Two recent reports pay attention to the behavioral characteristics in a few adults with the KS [15,16]. These patients showed clinical features like apathy and severe sleep problems and significant loss of functioning became apparent after adolescence with increasing symptoms over time. This “regressive” phenotype was suggested to be associated with the EHMT1 gene particularly since it was also observed in a patient with an intragenic EHMT1 mutation [16].

To date, no studies are reported that specifically and systematically investigate symptoms and behavioral characteristics of children with KS. Consequently, it is as yet unknown which symptoms do occur due to the EHMT1 mutation and to what degree.

Therefore, the present study focuses on mapping symptoms and developmental aspects in childhood and compares these to the results in animal studies and in adult patients, thereby connecting a single gene disruption with a biological pathway and with behavior.
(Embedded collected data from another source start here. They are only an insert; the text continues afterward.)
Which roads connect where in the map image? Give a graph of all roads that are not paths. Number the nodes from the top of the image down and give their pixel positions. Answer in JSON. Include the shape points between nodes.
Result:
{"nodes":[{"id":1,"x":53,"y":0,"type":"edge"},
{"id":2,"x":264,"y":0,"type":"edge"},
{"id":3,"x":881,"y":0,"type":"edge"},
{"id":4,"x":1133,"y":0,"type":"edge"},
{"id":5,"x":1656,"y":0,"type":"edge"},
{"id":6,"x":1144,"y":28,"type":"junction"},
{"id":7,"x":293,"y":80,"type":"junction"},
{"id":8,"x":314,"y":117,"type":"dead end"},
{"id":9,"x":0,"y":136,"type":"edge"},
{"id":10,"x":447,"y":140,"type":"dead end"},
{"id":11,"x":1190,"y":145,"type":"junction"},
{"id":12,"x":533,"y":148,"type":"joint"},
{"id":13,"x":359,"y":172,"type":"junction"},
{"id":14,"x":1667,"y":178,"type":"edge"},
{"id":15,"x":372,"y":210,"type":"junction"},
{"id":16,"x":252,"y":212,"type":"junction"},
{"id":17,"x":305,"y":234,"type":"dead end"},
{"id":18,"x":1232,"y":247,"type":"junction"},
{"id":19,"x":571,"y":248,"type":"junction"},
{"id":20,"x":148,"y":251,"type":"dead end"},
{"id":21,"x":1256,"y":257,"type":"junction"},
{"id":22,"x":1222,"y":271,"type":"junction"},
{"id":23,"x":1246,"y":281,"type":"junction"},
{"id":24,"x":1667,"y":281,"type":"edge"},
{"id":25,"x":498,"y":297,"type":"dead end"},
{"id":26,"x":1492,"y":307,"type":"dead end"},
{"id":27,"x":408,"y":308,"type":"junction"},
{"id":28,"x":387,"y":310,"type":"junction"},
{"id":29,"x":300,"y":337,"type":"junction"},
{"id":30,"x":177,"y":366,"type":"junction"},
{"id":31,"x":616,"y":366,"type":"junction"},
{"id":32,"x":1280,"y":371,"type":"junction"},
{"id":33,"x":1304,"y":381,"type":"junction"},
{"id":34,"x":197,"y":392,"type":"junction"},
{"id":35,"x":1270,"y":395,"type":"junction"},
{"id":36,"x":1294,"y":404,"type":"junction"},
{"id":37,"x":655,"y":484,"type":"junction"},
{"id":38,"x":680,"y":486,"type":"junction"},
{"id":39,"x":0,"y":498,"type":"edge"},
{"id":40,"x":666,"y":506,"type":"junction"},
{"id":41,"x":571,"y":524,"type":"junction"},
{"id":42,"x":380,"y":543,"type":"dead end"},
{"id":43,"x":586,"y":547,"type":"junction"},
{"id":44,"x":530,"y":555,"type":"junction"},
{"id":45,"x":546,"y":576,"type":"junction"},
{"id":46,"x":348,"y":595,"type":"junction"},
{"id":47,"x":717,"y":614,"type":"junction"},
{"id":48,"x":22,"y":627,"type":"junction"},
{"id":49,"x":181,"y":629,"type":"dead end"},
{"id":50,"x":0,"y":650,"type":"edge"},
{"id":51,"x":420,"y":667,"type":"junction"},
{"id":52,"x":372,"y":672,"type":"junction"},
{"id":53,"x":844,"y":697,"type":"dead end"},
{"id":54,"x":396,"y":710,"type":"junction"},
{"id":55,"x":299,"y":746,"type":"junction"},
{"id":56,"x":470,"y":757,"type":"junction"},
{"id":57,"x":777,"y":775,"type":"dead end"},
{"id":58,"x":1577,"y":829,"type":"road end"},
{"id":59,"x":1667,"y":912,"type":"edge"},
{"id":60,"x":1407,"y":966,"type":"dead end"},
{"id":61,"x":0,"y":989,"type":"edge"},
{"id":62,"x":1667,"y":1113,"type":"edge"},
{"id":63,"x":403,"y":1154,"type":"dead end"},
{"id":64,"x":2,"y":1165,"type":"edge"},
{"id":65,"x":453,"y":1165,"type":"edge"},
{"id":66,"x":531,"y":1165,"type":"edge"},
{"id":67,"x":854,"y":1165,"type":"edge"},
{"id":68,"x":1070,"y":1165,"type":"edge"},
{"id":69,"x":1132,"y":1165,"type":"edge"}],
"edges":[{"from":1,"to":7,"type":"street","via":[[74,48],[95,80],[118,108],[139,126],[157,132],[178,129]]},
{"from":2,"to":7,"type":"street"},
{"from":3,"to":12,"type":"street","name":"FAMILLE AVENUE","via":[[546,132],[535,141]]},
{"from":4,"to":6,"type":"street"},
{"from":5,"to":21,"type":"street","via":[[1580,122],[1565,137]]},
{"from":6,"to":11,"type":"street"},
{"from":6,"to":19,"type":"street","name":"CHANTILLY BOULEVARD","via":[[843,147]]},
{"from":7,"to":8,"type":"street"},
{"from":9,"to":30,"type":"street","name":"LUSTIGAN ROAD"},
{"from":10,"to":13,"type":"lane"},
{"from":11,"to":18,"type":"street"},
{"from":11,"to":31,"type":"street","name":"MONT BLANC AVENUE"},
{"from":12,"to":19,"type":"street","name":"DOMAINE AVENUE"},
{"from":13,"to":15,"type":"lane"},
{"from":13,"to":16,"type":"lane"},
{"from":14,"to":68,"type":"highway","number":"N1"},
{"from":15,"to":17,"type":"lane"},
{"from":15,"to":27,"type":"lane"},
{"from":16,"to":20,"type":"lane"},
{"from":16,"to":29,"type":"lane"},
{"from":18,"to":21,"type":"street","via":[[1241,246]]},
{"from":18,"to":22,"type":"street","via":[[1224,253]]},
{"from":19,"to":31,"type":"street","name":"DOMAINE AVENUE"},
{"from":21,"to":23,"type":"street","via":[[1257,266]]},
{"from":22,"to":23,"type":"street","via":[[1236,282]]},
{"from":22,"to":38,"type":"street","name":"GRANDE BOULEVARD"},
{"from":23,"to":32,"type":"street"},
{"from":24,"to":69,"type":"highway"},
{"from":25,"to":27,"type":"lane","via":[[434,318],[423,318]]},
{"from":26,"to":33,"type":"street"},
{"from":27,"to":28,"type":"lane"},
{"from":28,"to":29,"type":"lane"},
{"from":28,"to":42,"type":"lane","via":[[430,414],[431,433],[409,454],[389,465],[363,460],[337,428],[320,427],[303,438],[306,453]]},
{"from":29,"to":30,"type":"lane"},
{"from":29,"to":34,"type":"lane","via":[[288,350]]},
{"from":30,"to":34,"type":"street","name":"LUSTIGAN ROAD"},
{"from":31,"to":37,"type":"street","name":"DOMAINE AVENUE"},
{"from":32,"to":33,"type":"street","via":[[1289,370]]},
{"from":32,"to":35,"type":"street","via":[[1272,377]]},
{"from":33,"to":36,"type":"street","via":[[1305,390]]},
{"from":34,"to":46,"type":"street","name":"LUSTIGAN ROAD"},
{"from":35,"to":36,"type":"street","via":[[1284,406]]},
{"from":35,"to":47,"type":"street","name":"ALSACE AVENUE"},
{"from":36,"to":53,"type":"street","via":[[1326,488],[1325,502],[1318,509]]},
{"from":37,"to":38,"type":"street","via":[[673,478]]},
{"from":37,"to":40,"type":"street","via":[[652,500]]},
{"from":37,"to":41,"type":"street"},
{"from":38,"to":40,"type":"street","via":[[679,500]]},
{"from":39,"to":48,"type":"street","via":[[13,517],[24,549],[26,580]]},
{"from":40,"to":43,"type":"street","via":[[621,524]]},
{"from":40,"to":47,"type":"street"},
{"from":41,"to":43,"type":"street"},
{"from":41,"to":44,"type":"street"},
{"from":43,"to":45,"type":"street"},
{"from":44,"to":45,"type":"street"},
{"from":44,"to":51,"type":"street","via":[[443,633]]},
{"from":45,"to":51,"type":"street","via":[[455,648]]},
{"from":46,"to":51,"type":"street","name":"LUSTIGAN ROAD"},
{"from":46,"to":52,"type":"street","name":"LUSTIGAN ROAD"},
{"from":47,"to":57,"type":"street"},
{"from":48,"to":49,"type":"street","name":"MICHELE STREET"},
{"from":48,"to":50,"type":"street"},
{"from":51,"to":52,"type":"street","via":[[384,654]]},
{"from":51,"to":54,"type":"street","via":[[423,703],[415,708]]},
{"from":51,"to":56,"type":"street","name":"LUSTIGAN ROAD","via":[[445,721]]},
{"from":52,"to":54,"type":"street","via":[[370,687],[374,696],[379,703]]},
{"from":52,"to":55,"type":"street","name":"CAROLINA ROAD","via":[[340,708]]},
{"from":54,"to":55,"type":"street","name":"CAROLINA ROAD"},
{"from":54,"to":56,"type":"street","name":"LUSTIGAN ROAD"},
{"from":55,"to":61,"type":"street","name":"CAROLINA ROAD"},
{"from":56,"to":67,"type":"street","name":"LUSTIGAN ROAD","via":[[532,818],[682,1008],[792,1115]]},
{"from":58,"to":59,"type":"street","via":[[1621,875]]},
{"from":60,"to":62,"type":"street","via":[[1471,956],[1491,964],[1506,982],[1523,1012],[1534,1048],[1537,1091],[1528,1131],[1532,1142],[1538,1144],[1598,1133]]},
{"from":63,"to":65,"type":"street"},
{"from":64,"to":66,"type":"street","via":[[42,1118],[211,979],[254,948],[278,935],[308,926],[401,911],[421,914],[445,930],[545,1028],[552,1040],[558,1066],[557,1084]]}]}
In addition, this cross species comparison may be of help in future studies that address development of therapeutic potentials of affected chromatin modification.

Materials and Methods


In this pilot study, four subjects with an EHMT1 defect participated: Three males etc., and one female. The participants were referred by the department of Human Genetics, Radboud University Medical Center Nijmegen, Netherlands. Informed consent was obtained from legal representatives (parents), because the subjects aren’t competent to sign for participation. However, if a subject indicated not wanting to participate or wanting to quit a task, then this was immediately followed by termination of the task or participation. The informed consent was signed by the parents on a consent form, which is included in the file of the participant. The regional medical ethics committee (Medical Ethics Committee of the Radboud University Medical Centre, Nijmegen, Netherlands) approved the consent procedure. Their ethics statement is positive about the investigation file.

Patient characteristics

Patient characteristics and developmental aspects are listed in table 1. Detailed descriptions of the subjects are added in the appendix. The medical and genetic characteristics of all cases have been published in short in previous clinical genetic studies; patient 1 was reported as patient 21 in [14] . Patient 2 and patient 3 were reported as patient 4 and patient 8 respectively in [7, 14], patient 4 was reported as patient 27 in [14]. Patient 1, 2 and 4 had an intragenic EHMT1 mutation; patient 3 had a 9q34.3 micro deletion encompassing entire EHMT1 and other genes (3.2 Mb).